> PROBLEM
Below are records; work out how many of their lines hold the string "Itäinen" and give that number alone.

> THE INPUT
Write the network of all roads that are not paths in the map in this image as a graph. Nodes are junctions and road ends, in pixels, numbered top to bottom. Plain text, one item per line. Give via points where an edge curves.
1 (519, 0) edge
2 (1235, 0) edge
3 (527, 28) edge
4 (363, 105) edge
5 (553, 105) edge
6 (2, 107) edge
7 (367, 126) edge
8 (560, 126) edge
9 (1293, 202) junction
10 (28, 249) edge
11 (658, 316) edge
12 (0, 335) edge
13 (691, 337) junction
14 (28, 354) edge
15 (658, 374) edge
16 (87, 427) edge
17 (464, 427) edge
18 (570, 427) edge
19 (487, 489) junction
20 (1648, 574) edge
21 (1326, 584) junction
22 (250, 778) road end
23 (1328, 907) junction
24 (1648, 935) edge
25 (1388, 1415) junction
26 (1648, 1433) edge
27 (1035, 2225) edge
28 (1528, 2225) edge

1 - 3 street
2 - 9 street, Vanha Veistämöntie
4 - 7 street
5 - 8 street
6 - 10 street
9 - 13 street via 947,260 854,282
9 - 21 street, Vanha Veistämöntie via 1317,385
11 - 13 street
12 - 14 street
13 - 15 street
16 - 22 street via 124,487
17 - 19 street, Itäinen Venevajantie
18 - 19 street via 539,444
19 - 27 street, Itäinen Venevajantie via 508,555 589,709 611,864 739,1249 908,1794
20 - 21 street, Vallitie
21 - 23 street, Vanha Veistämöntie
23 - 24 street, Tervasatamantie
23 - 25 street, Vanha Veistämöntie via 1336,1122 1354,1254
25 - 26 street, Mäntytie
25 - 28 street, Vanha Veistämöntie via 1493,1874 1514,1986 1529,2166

--

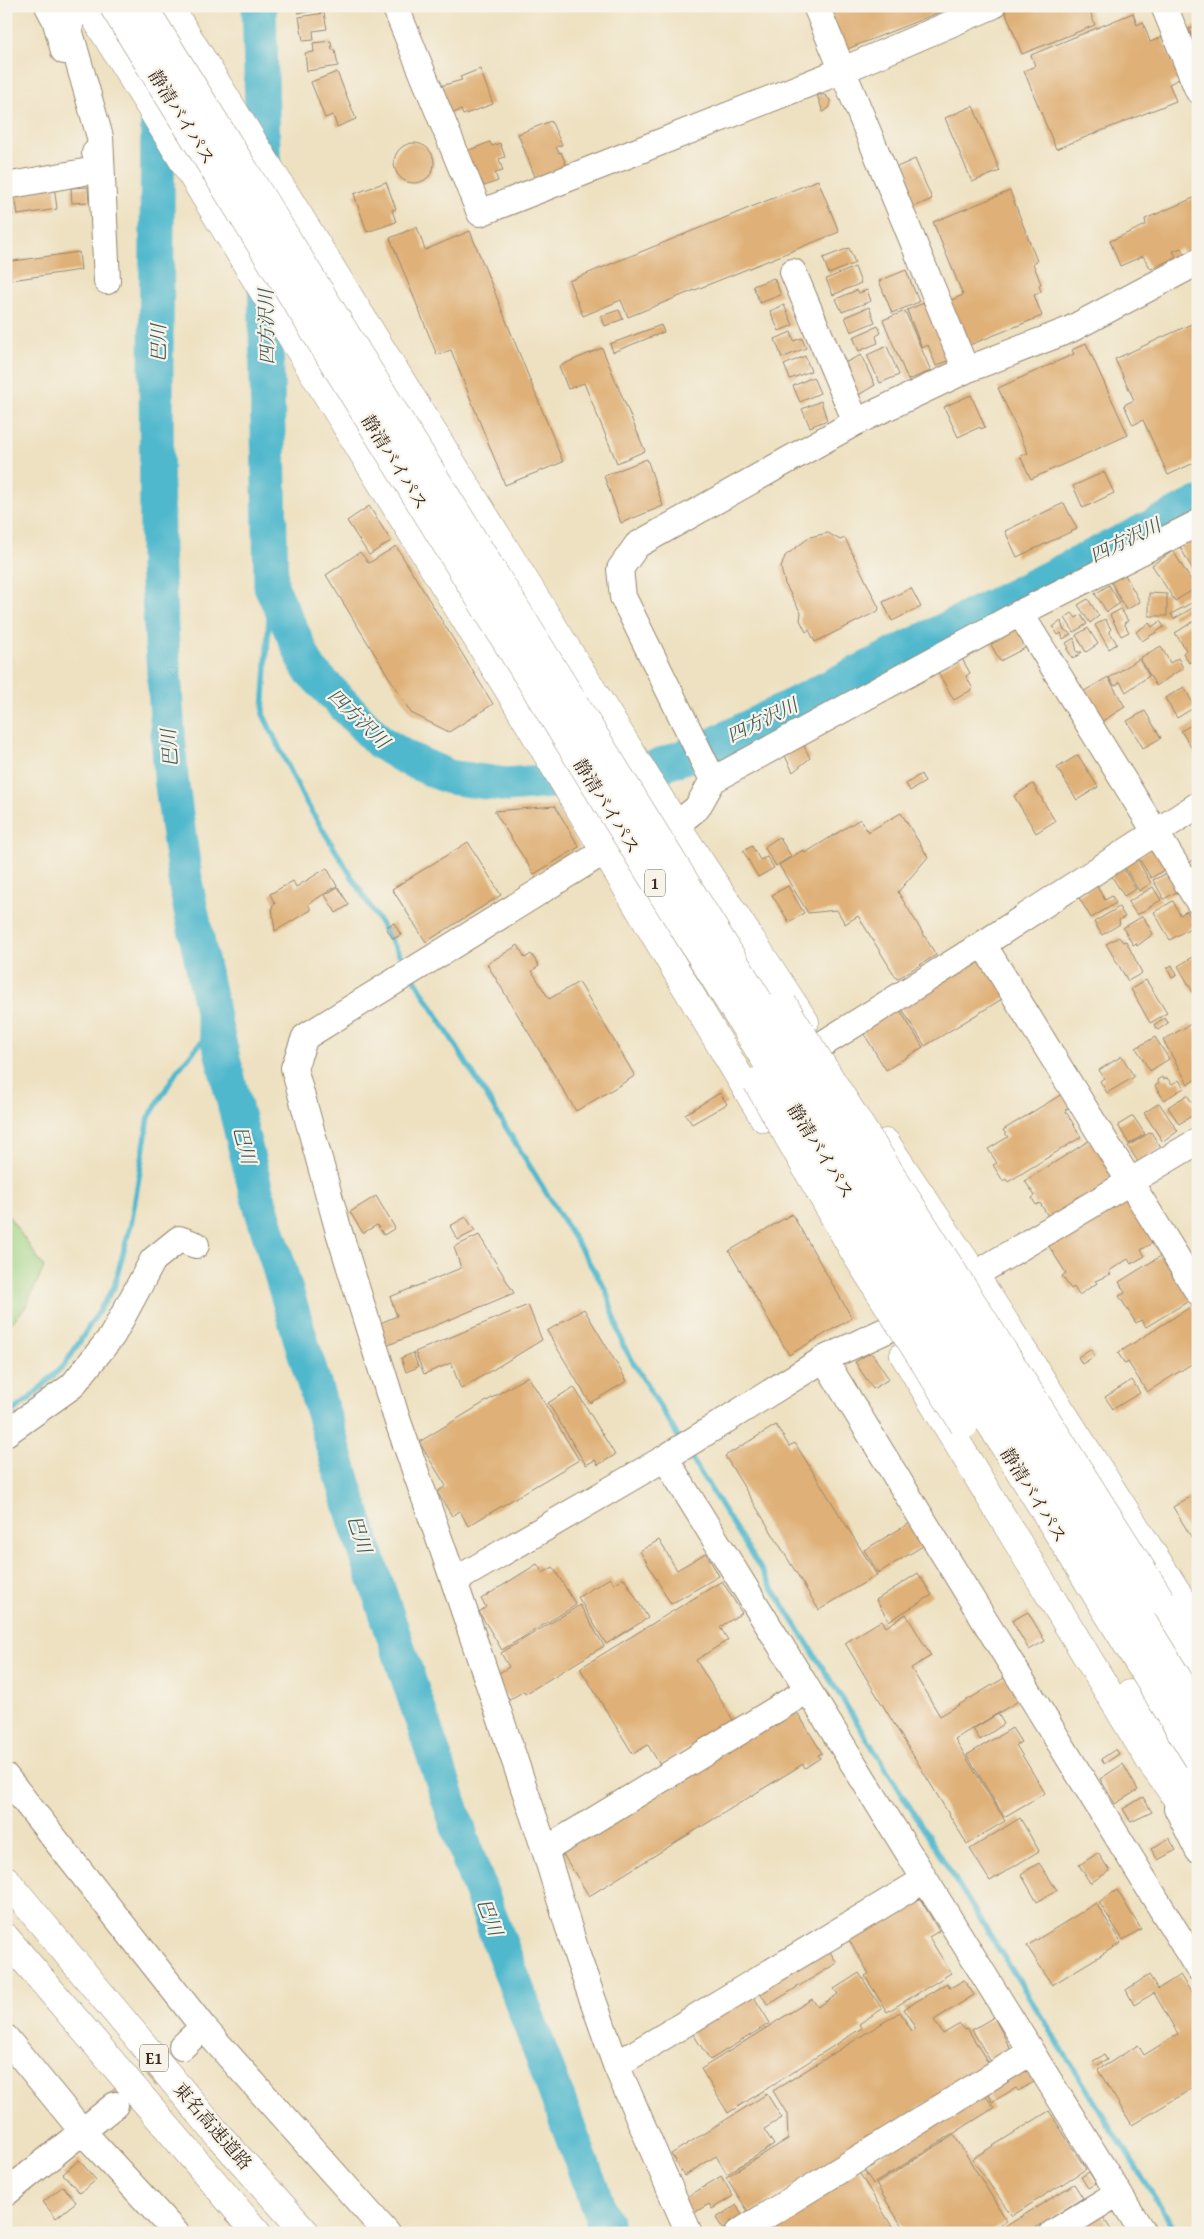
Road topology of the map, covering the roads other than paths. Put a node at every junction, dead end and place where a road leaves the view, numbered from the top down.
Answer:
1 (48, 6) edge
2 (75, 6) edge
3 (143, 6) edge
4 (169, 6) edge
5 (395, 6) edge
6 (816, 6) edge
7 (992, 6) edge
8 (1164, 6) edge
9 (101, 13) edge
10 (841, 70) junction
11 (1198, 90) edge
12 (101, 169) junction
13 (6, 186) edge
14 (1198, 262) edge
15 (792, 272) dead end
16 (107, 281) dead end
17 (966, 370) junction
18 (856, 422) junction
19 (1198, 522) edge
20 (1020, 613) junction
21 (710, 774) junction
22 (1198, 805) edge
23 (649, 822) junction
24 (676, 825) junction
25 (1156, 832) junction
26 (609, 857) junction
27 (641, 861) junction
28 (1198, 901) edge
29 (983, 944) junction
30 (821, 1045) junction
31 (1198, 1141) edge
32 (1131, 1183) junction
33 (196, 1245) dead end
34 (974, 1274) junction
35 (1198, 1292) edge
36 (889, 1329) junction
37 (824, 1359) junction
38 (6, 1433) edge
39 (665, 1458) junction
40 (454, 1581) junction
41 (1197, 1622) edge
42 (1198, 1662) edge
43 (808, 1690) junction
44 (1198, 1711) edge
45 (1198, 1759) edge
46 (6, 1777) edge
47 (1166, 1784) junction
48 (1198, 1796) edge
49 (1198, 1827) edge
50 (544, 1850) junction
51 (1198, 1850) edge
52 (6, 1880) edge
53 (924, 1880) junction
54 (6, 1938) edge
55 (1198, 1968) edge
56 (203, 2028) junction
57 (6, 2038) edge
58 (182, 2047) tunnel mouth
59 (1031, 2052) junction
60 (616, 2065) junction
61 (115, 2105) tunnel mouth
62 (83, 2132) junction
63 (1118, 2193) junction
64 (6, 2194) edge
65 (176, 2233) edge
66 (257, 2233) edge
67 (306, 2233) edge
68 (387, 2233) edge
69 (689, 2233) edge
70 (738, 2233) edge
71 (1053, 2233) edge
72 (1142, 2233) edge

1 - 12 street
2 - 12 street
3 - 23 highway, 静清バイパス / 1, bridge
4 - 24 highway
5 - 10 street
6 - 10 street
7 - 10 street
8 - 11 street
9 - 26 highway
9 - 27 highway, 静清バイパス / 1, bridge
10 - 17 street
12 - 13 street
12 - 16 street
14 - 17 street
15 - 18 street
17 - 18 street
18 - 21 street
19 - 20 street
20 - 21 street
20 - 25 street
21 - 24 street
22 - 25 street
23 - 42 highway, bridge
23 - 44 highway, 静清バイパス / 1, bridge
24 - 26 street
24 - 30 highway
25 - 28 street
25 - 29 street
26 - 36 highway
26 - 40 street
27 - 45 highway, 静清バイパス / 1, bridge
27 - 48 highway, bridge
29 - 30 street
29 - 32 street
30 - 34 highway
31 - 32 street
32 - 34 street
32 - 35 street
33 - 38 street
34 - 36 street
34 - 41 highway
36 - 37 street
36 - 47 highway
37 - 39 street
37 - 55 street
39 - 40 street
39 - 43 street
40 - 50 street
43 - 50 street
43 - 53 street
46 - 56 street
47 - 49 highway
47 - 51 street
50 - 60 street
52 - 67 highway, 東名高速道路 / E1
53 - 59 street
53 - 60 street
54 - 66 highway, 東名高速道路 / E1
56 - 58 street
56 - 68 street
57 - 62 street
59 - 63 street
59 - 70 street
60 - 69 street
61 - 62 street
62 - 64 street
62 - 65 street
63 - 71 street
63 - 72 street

> ANSWER
2